Kafamın içinde gördüğüm bir rüyadan yola çıkarak, günlerdir örtmek, örtünmek sözcükleri üzerine bir sürü yazı yazdım. Eyleme dökme zamanı geldi dedim, oturdum yazacağım hiçbiri gelmiyor aklıma. Onun için bu yola baş koymuşların önerilerinden biri” kâğıt kalem olsun yanınızda” boşu boşuna söylenmiyor.

Neyse, elimde giriş yapabileceğim tespit var. Hatırladığım kadarıyla düzenli rüya defteri tuttuğum için o gece gördüğüm rüyadan yola çıkarak “ örtmek “ sözcüğü ile ilgili not almıştım. Rüya sözlüğünde şöyle yazıyor:

“Örtmek: Gizlilik amacıyla yapılan bir şeyin üzerini örtüyorsan, kendinden gizlediklerine dikkat çeker; korumak amacıyla birinin ya da bir şeyin üstünü örtüyorsan, ihtiyaçlarının farkına vararak sorumluluğunu almandır.”

Ne fark eder? Sonuçta kendimi kendimden de korumak bir özşefkat meselesi değil midir? Hep kafam karışır böyle ayrıştırmalarda. Başkalarının kusurunu ört, kendi kusurlarını ört, ört babam ört! İyi ki şu Pandora’nın kutusu açılmış da ne olup olmadığımız yolunda birazcık olsun farkındalık olanağımız var. Yaşasın kötülük, diye bağırasım var vallahi!

Yine gündemime ve yazıma kendimi oturtayım en iyisi. Psikologun doldurmam için verdiği o malum testi doldururken bir soru özellikle dikkatimi çekti; “ Anne ya da babanızla paylaşmadığınızda kendinizi onlara ihanet etmiş gibi hisseder misiniz?” Tam olarak soruyu toparlayamamış olabilirim ama bu minvalde bir soruydu. Yanıtım ‘ evet’ oldu.
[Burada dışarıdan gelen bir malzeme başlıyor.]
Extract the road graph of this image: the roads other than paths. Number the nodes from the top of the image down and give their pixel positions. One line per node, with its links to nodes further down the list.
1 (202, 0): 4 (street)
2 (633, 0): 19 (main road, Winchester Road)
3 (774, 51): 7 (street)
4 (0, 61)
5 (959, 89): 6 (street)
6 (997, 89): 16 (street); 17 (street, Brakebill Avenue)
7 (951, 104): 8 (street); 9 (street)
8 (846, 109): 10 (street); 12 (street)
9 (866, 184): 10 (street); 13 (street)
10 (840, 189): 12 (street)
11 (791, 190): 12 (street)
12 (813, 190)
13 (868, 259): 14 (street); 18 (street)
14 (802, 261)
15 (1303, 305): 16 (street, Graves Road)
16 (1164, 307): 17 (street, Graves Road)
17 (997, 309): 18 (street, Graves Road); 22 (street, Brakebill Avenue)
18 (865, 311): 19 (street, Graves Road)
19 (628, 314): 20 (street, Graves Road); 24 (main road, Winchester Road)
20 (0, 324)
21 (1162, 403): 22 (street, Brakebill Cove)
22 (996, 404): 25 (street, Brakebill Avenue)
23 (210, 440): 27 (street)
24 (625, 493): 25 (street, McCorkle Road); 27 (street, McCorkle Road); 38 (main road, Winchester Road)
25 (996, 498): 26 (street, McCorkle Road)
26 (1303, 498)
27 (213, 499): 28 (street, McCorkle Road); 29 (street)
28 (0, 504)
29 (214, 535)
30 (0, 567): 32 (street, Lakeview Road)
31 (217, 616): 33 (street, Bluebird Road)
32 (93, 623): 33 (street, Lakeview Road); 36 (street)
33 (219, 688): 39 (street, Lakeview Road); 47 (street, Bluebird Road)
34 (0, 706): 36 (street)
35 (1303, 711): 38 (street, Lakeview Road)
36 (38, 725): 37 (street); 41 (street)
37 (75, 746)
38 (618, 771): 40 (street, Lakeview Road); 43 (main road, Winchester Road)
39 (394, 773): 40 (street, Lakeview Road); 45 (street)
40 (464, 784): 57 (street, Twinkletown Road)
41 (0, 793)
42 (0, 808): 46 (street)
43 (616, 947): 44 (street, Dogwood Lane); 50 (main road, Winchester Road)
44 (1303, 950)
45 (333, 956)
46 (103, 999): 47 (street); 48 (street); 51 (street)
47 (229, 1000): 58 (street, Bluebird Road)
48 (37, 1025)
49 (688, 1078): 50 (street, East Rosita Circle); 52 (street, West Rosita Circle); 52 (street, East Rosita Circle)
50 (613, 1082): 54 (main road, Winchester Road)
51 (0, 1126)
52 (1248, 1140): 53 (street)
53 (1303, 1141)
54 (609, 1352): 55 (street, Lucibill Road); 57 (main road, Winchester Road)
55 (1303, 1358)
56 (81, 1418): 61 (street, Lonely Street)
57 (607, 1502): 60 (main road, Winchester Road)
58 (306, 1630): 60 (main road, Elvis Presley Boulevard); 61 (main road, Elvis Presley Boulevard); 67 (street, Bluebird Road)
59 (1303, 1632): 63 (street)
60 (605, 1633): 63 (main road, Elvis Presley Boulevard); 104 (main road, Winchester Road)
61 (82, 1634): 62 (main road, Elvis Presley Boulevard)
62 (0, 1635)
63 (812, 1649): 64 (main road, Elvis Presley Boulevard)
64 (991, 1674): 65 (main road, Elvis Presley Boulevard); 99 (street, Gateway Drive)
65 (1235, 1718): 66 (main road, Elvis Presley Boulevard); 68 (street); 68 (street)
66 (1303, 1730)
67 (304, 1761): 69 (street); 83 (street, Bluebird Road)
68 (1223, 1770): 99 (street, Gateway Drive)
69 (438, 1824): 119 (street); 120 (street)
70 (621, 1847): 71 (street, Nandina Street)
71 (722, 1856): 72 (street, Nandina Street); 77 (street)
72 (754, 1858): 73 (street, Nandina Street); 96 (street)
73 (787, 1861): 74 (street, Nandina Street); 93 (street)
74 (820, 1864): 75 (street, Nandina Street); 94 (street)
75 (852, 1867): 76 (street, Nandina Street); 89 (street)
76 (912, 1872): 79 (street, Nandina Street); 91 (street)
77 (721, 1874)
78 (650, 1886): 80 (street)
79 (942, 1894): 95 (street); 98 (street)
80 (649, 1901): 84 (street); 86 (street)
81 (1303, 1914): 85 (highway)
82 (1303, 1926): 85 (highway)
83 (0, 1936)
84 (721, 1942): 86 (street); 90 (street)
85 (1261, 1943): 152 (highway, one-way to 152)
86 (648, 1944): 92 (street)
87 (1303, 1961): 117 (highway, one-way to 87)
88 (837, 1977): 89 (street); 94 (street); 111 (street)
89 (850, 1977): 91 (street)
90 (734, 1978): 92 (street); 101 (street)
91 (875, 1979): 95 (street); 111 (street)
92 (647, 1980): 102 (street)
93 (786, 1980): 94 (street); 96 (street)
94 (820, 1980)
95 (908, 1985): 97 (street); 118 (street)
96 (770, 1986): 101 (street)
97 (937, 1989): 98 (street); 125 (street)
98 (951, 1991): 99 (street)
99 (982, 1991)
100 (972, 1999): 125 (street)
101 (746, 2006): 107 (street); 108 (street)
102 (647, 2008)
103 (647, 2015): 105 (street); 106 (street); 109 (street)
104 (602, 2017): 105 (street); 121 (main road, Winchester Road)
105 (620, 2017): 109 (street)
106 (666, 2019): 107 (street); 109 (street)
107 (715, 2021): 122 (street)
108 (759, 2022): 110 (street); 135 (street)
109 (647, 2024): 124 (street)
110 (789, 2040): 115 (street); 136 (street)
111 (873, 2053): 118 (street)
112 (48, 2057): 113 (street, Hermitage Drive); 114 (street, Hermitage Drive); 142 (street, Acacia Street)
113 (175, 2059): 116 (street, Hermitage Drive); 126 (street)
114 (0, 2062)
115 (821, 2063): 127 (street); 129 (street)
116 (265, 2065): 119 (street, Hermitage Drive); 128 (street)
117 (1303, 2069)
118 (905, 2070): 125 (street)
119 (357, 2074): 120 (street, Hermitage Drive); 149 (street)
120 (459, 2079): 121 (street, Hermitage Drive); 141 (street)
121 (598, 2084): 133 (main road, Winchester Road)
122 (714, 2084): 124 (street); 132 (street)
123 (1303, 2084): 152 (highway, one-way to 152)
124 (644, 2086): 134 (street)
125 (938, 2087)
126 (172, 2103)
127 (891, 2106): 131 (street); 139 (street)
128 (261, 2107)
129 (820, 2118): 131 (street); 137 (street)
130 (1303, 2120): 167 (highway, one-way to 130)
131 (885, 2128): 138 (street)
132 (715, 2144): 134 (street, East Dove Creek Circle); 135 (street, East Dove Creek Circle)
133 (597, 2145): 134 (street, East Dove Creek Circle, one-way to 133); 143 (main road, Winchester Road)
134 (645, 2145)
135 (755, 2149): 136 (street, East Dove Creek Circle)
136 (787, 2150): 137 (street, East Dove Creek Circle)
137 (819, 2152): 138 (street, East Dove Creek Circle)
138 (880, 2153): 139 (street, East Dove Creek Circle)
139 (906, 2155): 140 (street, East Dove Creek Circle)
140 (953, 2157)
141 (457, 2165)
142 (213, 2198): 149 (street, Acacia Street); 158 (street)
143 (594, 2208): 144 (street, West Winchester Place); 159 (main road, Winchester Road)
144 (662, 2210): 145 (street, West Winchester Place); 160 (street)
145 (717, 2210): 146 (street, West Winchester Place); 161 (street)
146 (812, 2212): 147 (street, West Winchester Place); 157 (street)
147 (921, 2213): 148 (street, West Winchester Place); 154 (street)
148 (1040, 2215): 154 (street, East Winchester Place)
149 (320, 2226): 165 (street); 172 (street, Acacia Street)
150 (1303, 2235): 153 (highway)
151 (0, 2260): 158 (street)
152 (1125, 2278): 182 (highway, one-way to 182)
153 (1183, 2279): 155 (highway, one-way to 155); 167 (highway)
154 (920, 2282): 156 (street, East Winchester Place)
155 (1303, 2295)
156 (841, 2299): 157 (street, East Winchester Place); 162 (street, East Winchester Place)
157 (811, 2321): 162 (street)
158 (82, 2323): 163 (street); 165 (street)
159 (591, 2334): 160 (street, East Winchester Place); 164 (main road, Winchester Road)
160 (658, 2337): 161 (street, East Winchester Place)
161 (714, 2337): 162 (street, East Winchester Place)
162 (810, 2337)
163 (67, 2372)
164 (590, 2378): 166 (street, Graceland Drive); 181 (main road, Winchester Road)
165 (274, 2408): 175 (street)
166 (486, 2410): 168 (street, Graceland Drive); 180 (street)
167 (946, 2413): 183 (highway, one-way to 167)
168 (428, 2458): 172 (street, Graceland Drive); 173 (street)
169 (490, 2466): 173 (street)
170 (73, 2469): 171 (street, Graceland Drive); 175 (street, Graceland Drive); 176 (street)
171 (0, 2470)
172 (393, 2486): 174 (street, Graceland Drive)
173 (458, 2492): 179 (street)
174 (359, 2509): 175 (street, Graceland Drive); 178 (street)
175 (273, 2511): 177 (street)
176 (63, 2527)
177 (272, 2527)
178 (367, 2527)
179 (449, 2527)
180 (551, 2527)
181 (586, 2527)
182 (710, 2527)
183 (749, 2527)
Kız çocuğu olduğum için geleneksel yapı içinde babamla annem aracılığıyla bazı şeyleri paylaşmış olsam da annemle hemen hemen çok enderdir paylaşmadığım şeyler. Paylaşmadığımda da resmen ona ihanet ediyormuşum duygusu çok nettir. Bugün de dâhil. Bunu itiraf ederken zorlanıyorum ama öyle ne yazık ki. Bunun yanlış olduğunu bildiğim için böyle söylüyorum. Fakat bu kadar iç içe yaşarken nasıl olacak bu? Bak yine mazerete sığındım hemen. Hâlbuki aramızda kilometreler de olsa bu böyleydi.

Bilmiyorum. Ben buradan nasıl çıkarım, diye araştırıyorum. Altında yatan utanç ve suçluluklarımı görüp özgürleşiyorum. “Önce ben hep ben değil!” ilkesinin içselleşmesi için ayak işleri yapıyorum. Bütün bunlara rağmen sonuca değil sürece odaklanmaya özen gösteriyorum.

Biliyorum. Ben aldığım mirasın da farkındayım. Savaştan eşleri dönmeyen, savaşta ölen ya da öldüren eşlere sahip, bir gecede doğdukları toprakları bırakıp gizlice kaçan, geldikleri yerde de “ pis göçmen “ diye ev bile verilmeyen, birbirlerine “ elin iyisindense kendi kötün yeğdir” “ kol kırılır yen içinde kalır” “kan kussan kızılcık şerbeti yuttum “ diyeceksin diye iliklerine işlemiş kadınlarda dolu tarihe sahibim. Fazla ayrıntılara girmeden bir şeyin daha altını çizmek istiyorum; ben annemin anneannesinin adını yeni akıl edip anneme sordum, aldığım yanıt ‘ Ürke ‘ oldu.

Epigenetik kodların keşfinde en az üç kuşak öncesine gidilmesinin altı çizilir ya; benimki çizildikçe kalınlaşıyor. Bazen aşamayacakmışım gibi geliyor o kalın duvarı. Fakat benden sonra gelecek olan kadınlarımıza ışık olur mu diye de umut oluyor. Belki böylece yaşamıma da anlam katıyorum. Züğürt tesellisi mi? Bakalım.